WHAT THE EXERCISE ASKS: Without skipping anything, write out each record below exactly.

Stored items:
----

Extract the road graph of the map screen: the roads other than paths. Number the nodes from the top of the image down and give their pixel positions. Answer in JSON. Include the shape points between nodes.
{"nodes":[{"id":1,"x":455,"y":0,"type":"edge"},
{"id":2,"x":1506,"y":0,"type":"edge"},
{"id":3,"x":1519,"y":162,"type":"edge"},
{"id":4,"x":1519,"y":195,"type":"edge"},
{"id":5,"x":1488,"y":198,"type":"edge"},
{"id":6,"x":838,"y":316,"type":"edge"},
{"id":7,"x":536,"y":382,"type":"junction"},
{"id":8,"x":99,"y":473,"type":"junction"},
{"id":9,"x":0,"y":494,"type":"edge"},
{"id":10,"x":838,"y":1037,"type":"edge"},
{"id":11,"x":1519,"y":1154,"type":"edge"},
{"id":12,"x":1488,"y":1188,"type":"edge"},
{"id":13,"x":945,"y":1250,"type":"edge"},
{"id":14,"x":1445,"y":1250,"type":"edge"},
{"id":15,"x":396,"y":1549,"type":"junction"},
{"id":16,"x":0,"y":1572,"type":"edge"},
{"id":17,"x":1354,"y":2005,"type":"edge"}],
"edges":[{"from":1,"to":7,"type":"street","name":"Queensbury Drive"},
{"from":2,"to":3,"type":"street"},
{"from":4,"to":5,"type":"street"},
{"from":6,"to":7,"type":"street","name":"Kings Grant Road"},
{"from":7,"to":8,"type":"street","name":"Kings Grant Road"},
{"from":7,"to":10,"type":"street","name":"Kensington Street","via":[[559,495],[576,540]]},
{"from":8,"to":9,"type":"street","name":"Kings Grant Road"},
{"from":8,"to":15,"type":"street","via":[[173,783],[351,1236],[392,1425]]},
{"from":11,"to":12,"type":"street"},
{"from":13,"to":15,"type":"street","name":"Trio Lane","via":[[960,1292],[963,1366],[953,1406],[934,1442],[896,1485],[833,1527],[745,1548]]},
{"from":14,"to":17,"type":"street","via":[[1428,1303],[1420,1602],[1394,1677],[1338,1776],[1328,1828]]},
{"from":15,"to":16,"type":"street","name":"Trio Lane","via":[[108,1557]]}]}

----

OUTPUT FOR THIS TASK:
Extract the road graph of the map screen: the roads other than paths. Number the nodes from the top of the image down and give their pixel positions. Answer in JSON. Include the shape points between nodes.
{"nodes":[{"id":1,"x":455,"y":0,"type":"edge"},
{"id":2,"x":1506,"y":0,"type":"edge"},
{"id":3,"x":1519,"y":162,"type":"edge"},
{"id":4,"x":1519,"y":195,"type":"edge"},
{"id":5,"x":1488,"y":198,"type":"edge"},
{"id":6,"x":838,"y":316,"type":"edge"},
{"id":7,"x":536,"y":382,"type":"junction"},
{"id":8,"x":99,"y":473,"type":"junction"},
{"id":9,"x":0,"y":494,"type":"edge"},
{"id":10,"x":838,"y":1037,"type":"edge"},
{"id":11,"x":1519,"y":1154,"type":"edge"},
{"id":12,"x":1488,"y":1188,"type":"edge"},
{"id":13,"x":945,"y":1250,"type":"edge"},
{"id":14,"x":1445,"y":1250,"type":"edge"},
{"id":15,"x":396,"y":1549,"type":"junction"},
{"id":16,"x":0,"y":1572,"type":"edge"},
{"id":17,"x":1354,"y":2005,"type":"edge"}],
"edges":[{"from":1,"to":7,"type":"street","name":"Queensbury Drive"},
{"from":2,"to":3,"type":"street"},
{"from":4,"to":5,"type":"street"},
{"from":6,"to":7,"type":"street","name":"Kings Grant Road"},
{"from":7,"to":8,"type":"street","name":"Kings Grant Road"},
{"from":7,"to":10,"type":"street","name":"Kensington Street","via":[[559,495],[576,540]]},
{"from":8,"to":9,"type":"street","name":"Kings Grant Road"},
{"from":8,"to":15,"type":"street","via":[[173,783],[351,1236],[392,1425]]},
{"from":11,"to":12,"type":"street"},
{"from":13,"to":15,"type":"street","name":"Trio Lane","via":[[960,1292],[963,1366],[953,1406],[934,1442],[896,1485],[833,1527],[745,1548]]},
{"from":14,"to":17,"type":"street","via":[[1428,1303],[1420,1602],[1394,1677],[1338,1776],[1328,1828]]},
{"from":15,"to":16,"type":"street","name":"Trio Lane","via":[[108,1557]]}]}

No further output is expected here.